Monday, October 29, 2012

Rings within rings: an instance of chiastic structure

(Edited to clarify and added the Rubens)

At the end of Metamorphoses 12, Achilles falls to the arrow of Paris, guided and prompted by Apollo, who was stirred to action by Poseidon.

Ovid writes:
Now Achilles, grandson of Aeacus, the terror of the Phrygians, the glory and defence of the Pelasgian name, the invincible captain in battle, was burned: one god, Vulcan, armed him, and that same god consumed him. Now he is ash, and little if anything remains of Achilles, once so mighty, hardly enough to fill an urn. But his fame lives, enough to fill a world. That equals the measure of the man, and, in that, the son of Peleus is truly himself, and does not know the void of Tartarus. (Kline).

Of course the word "fame" is actually gloria:
Iam timor ille Phrygum, decus et tutela Pelasgi
nominis, Aeacides, caput insuperabile bello,
arserat: armarat deus idem idemque cremarat;
iam cinis est, et de tam magno restat Achille                       615
nescio quid parvum, quod non bene conpleat urnam,
at vivit totum quae gloria conpleat orbem.
haec illi mensura viro respondet, et hac est
par sibi Pelides nec inania Tartara sentit. 

In addition to the distinction between the mortal remains of Achilles - barely enough to fill an urn - and his glory, which lives to fill the entire world (orbem, the realm of Fama), we note a favorite construction of classical authors, the chiasmus:
 armarat deus idem idemque cremarat;
armed by a god, the same god consumed him.
Rubens: Vulcan Presents Arms of Achilles to Thetis

The chiastic structure of the line: A - B : B - A plays out the mystery of the relation of human and divine in a demigod like Achilles -- he is both protected from injury and incinerated by the same god, in this case Hephaestus, or Vulcan. The sounds replicate the sense -- idem means "the same," and the same word is twice used. Armarat . . . cremarat reflect each other in syntax, meter, and sound.

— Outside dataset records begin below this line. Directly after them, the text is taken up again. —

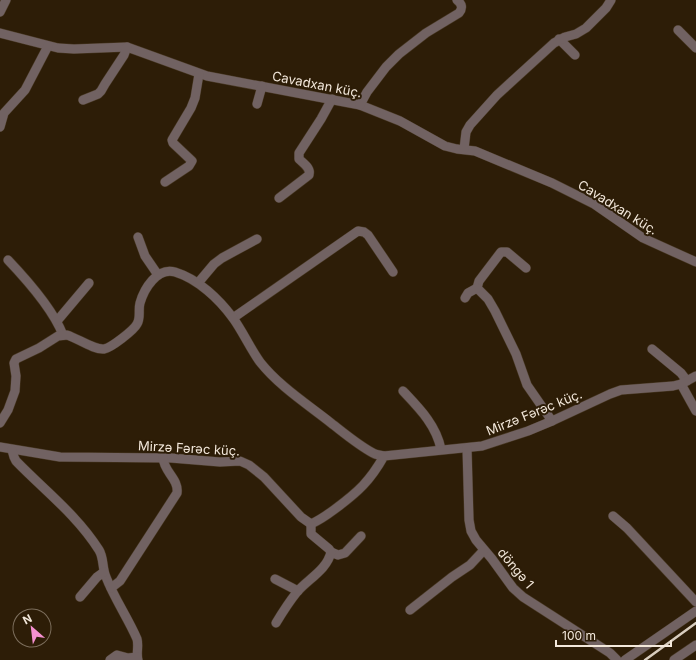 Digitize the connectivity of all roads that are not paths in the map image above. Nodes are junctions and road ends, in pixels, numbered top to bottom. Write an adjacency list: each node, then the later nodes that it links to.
1 (6, 0): 4 (street)
2 (457, 0): 17 (street)
3 (611, 0): 7 (street)
4 (0, 12)
5 (678, 30): 10 (street)
6 (0, 33): 8 (street, Cavadxan küç.)
7 (559, 40): 11 (street); 19 (street)
8 (48, 46): 9 (street, Cavadxan küç.); 18 (street)
9 (126, 47): 12 (street, Cavadxan küç.); 15 (street)
10 (696, 48)
11 (575, 55)
12 (199, 74): 13 (street, Cavadxan küç.); 20 (street)
13 (262, 86): 14 (street, Cavadxan küç.); 16 (street)
14 (332, 99): 17 (street, Cavadxan küç.); 21 (street)
15 (83, 100)
16 (258, 104)
17 (360, 104): 19 (street, Cavadxan küç.)
18 (0, 127)
19 (464, 149): 25 (street, Cavadxan küç.)
20 (165, 182)
21 (279, 198)
22 (138, 237): 28 (street)
23 (257, 239): 30 (street)
24 (8, 260): 34 (street)
25 (696, 262)
26 (526, 268): 31 (street)
27 (393, 272): 33 (street)
28 (158, 275): 30 (street); 35 (street)
29 (89, 283): 34 (street)
30 (198, 283): 33 (street)
31 (477, 288): 32 (street); 41 (street)
32 (465, 298)
33 (232, 318): 47 (street)
34 (57, 321): 35 (street)
35 (63, 335): 42 (street)
36 (652, 349): 38 (street)
37 (696, 376): 38 (street, Mirzə Fərəc küç.)
38 (684, 382): 40 (street); 41 (street, Mirzə Fərəc küç.)
39 (403, 392): 45 (street)
40 (696, 411)
41 (552, 421): 44 (street, Mirzə Fərəc küç.)
42 (0, 423)
43 (0, 448): 46 (street, Mirzə Fərəc küç.)
44 (467, 448): 45 (street, Mirzə Fərəc küç.); 52 (street, döngə 1)
45 (441, 449): 47 (street, Mirzə Fərəc küç.)
46 (12, 450): 48 (street, Mirzə Fərəc küç.); 54 (street)
47 (384, 456): 50 (street)
48 (163, 458): 50 (street, Mirzə Fərəc küç.); 56 (street)
49 (613, 516): 59 (street)
50 (311, 524): 53 (street)
51 (361, 536): 53 (street)
52 (484, 550): 60 (street); 66 (street, döngə 1)
53 (331, 552): 57 (street)
54 (104, 572): 56 (street); 58 (street)
55 (275, 579): 57 (street)
56 (111, 588): 64 (street)
57 (298, 591): 62 (street)
58 (80, 597)
59 (696, 602)
60 (410, 610)
61 (696, 611): 67 (street)
62 (276, 623)
63 (696, 645): 68 (street)
64 (138, 658): 65 (street)
65 (110, 660)
66 (618, 660)
67 (625, 660)
68 (674, 660)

The concentric shape of the line is not unlike the shape of the west pediment of the Parthenon, which tells the contest of Athena and Poseidon for the city of Athens, which forms a major feature of Metamorphoses 6 (click to enlarge the image:)




The pediment's balanced, formal symmetry places the chief figures in the center, with each half reflecting the other in geometric structure and sense.

It never hurts to look for chiastic structure, also known as ring structure, in classical works. The savage wedding of book 12 appears to reflect the brutal wedding feast of Perseus in Books 4 and 5. Achilles' glory fills the orbem at the end of book 12, reminding us of the world (orbem) of Fama at the book's beginning.

We might look at the death of Achilles in some detail, and ask: in this book that pays its strange Ovidian homage to Homer, to the epic, and to the Trojan War, why is there so little focus on the actual work of war between human actors who fight and one dies at the hands of the other?